In the following example, not calling the :py:meth:`finalize_tasks 
<pydidas.multiprocessing.WorkerController.finalize_tasks>` will keep the 
thread alive and allow the submission of new tasks.

.. code-block::

    import time
    import pydidas
    import numpy as np

    from qtpy import QtTest


    def test_func(task, slope, offset):
        return task* slope + offset


    def run_worker_controller_with_restart():

        worker_controller = pydidas.multiprocessing.WorkerController()
        worker_controller.change_function(test_func, 2, 5)
        result_spy = QtTest.QSignalSpy(worker_controller.sig_results)

        worker_controller.add_tasks(np.arange(10))
        # worker_controller.finalize_tasks()
        worker_controller.start()

        print("\nWaiting for results ...")
        with pydidas.core.utils.TimerSaveRuntime() as runtime:
            while True:
                if worker_controller.progress >= 1:
                    break
                time.sleep(0.005)
        print("Runtime was ", runtime())

        results = sorted(result_spy)
        print("Results: ", results)
        print("WorkerController is alive: ", worker_controller.isRunning())

        worker_controller.add_tasks(np.arange(10, 20))

        print("\nWaiting for results ...")
        with pydidas.core.utils.TimerSaveRuntime() as runtime:
            while True:
                if worker_controller.progress >= 1:
                    break
                time.sleep(0.005)
        print("Runtime was ", runtime())

        results = sorted(result_spy)
        print("Results: ", results)

        # now, if we suspend it, to change the function, and to add more items to
        # its tasks but they will not be processed:
        worker_controller.suspend()

        worker_controller.change_function(test_func, -1, 0)
        worker_controller.add_tasks(np.arange(20, 30))

        time.sleep(0.2)

        # restarting will spawn new Processes to carry out the calculations:
        worker_controller.restart()

        print("\nWaiting for results ...")
        with pydidas.core.utils.TimerSaveRuntime() as runtime:
            while True:
                if worker_controller.progress >= 1:
                    break
                time.sleep(0.005)
        print("Runtime was ", runtime())

        results = sorted(result_spy)
        print("Results: ", results)
        print("WorkerController is alive: ", worker_controller.isRunning())


    if __name__ == "__main__":
        # run_worker_controller()
        run_worker_controller_with_restart()


AppRunner
---------

The :py:class:`AppRunner <pydidas.multiprocessing.AppRunner>` is the specialized
subclass to work with pydidas :py:class:`Apps <pydidas.core.BaseApp>`.

A sequence diagram of the communication with the :py:class:`AppRunner 
<pydidas.multiprocessing.AppRunner>` is given below.

.. image:: images/AppRunner_sequence.png
    :width: 400px
    :align: center
    
It is a QObject and uses signals and slots for communicating with the main event
loop.

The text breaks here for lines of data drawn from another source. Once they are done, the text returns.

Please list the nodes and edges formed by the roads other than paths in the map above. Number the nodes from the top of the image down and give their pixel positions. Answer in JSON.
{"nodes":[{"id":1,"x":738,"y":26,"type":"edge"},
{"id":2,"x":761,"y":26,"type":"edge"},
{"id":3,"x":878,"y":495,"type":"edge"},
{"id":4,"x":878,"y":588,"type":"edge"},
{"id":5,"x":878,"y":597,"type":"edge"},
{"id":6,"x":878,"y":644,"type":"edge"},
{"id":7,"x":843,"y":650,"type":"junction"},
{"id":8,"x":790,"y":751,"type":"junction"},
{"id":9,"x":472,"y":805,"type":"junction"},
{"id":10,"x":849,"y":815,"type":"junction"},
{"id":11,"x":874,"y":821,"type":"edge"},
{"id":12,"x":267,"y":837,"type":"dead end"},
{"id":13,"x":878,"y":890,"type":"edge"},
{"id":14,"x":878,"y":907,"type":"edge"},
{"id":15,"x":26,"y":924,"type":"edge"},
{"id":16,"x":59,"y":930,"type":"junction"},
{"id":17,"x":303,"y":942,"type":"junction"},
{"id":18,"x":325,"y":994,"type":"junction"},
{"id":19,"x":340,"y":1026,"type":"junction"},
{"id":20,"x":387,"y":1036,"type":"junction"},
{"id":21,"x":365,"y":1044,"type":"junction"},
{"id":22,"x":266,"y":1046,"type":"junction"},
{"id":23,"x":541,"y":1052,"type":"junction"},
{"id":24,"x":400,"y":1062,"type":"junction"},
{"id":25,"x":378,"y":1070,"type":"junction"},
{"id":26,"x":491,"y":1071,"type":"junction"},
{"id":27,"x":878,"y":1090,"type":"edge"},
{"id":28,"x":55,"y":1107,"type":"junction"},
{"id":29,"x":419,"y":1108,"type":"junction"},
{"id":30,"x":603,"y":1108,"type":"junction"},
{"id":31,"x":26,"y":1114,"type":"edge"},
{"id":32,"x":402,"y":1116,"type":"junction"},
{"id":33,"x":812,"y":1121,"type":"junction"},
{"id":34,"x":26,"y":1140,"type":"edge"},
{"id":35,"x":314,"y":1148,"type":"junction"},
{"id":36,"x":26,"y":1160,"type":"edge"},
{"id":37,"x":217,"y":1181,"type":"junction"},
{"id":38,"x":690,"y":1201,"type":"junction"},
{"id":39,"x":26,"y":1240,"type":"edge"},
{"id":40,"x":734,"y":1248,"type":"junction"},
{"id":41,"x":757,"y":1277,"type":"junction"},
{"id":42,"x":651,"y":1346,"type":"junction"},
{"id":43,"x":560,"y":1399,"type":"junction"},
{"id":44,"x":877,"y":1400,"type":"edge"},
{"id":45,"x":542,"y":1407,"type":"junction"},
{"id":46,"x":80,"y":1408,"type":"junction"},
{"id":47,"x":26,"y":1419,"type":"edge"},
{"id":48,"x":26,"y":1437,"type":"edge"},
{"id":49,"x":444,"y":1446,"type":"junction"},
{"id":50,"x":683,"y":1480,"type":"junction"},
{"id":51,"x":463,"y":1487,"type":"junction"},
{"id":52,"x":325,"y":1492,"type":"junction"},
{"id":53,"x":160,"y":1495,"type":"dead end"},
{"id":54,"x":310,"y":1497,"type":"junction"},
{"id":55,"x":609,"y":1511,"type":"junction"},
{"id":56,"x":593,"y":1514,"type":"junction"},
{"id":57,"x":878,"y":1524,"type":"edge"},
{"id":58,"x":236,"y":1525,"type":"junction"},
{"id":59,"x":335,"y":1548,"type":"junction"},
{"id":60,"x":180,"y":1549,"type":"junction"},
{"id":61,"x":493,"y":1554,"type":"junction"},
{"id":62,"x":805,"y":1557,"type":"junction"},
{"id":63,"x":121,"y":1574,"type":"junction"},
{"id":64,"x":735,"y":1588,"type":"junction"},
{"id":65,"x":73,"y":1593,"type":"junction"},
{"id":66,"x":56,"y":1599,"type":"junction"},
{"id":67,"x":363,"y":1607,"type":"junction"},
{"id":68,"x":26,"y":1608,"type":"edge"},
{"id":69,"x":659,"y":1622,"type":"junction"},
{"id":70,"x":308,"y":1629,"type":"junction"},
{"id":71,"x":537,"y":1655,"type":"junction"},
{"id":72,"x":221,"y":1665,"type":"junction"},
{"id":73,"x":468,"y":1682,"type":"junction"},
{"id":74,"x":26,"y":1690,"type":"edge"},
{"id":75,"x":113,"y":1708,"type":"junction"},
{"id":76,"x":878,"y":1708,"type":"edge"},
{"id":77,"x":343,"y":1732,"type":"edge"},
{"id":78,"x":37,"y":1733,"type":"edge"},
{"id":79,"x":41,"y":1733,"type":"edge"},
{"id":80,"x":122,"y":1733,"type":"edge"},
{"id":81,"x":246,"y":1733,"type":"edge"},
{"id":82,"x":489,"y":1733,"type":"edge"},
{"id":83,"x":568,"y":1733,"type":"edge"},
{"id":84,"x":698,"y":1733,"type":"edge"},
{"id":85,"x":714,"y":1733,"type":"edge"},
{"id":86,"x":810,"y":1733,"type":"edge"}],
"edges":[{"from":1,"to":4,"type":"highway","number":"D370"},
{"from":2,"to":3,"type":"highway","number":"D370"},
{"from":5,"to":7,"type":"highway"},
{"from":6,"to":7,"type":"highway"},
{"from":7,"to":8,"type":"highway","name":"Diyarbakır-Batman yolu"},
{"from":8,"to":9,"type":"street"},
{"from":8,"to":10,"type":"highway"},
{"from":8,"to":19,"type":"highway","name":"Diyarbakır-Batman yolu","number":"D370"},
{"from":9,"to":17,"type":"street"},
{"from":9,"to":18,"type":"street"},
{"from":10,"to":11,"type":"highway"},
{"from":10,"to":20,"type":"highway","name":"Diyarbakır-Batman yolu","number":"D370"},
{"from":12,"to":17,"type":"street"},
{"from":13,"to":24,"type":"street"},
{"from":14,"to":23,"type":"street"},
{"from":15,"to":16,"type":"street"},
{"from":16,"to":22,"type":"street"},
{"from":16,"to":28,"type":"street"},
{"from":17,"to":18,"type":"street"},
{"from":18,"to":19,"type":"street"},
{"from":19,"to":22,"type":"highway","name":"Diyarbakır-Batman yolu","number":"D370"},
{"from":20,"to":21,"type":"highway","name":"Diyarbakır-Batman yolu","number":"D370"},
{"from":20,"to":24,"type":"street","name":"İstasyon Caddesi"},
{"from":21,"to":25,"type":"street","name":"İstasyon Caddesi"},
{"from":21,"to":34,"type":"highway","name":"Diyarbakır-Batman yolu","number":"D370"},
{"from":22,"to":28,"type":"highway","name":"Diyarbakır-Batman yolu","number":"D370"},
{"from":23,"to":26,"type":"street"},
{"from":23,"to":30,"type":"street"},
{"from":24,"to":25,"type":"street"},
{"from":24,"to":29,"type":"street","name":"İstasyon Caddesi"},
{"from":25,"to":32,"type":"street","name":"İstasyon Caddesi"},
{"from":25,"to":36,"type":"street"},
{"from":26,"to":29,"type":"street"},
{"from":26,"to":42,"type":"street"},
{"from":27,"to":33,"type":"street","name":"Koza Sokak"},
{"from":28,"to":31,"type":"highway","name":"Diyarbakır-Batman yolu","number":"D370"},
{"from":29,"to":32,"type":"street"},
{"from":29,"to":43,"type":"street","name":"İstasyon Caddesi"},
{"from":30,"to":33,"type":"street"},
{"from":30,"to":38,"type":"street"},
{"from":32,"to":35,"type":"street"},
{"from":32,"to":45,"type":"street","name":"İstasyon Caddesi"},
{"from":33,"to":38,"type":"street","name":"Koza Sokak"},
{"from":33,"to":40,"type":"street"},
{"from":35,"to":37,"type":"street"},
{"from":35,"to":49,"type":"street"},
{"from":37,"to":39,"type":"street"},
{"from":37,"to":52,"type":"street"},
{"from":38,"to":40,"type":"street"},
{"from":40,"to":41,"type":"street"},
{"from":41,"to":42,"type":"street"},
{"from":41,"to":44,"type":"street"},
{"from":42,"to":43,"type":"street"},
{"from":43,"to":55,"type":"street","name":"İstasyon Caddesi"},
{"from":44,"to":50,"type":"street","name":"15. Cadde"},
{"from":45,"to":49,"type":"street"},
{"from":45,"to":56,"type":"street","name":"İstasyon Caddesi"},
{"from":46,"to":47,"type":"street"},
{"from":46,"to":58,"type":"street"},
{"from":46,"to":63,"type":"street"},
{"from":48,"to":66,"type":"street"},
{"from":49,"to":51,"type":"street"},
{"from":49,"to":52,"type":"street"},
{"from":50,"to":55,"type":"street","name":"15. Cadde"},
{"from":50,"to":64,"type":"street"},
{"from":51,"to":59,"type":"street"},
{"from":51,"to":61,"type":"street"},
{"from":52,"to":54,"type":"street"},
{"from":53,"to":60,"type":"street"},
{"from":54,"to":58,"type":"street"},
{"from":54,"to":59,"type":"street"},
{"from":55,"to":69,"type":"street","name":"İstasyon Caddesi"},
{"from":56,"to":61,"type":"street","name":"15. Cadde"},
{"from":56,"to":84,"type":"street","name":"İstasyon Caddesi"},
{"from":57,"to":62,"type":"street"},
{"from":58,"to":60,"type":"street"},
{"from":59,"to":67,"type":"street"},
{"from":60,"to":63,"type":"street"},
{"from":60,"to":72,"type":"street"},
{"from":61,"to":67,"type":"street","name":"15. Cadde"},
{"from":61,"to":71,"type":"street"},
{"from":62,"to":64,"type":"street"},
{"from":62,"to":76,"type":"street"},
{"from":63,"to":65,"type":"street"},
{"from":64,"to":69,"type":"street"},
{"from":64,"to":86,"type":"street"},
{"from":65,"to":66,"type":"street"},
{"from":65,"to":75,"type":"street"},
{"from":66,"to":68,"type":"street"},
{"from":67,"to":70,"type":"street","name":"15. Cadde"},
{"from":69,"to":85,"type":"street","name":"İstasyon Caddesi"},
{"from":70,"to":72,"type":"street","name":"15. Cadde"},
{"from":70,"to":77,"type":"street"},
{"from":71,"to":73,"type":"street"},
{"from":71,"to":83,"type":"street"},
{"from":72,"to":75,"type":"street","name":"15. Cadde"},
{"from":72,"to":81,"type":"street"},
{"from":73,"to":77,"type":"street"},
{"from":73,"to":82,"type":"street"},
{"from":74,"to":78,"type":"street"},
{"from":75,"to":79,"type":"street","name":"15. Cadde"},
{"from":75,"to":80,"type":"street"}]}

The :py:class:`app <pydidas.core.BaseApp>` will be executed in independent
processes in the `The app_processor`_ \ .

For a full description of the :py:class:`BaseApp <pydidas.core.BaseApp>` and
how it works, please refer to the :ref:`developer_guide_to_apps`.

AppRunner signals
^^^^^^^^^^^^^^^^^

The :py:class:`AppRunner <pydidas.multiprocessing.AppRunner>` uses the following
signals:

.. list-table::
    :widths: 20 20 60
    :header-rows: 1
    :class: tight-table
    
    * - signal name
      - type
      - description
    * - sig_progress
      - float
      - This signal emits the relative progress once a result has been received
        from a worker. The values are in the range [0, 1].
    * - sig_results
      - (int, object)
      - The task number and results are emitted as a signal once they have been
        received from the workers.
    * - finished
      - None
      - This generic QThread signal is emitted once the processing has been 
        completed.
    * - sig_final_app_state
      - object
      - After the AppRunner's local copy of the app has finished processing all
        results, this signal sends the local app's state back to the main event
        loop.

The app_processor
^^^^^^^^^^^^^^^^^

The :py:func:`app_processor <pydidas.multiprocessing.app_processor>` is the 
pydidas function which runs App tasks in a separate process. Tasks and result
notifications are exchanged via queues. The transfer of results to the AppRunner
process must be handled by the app and can be implemented to the developer's 
own taste. Because all queued data is pickled, it is not advisable to send large
data over the queue but instead to use the multiprocessing shared memory.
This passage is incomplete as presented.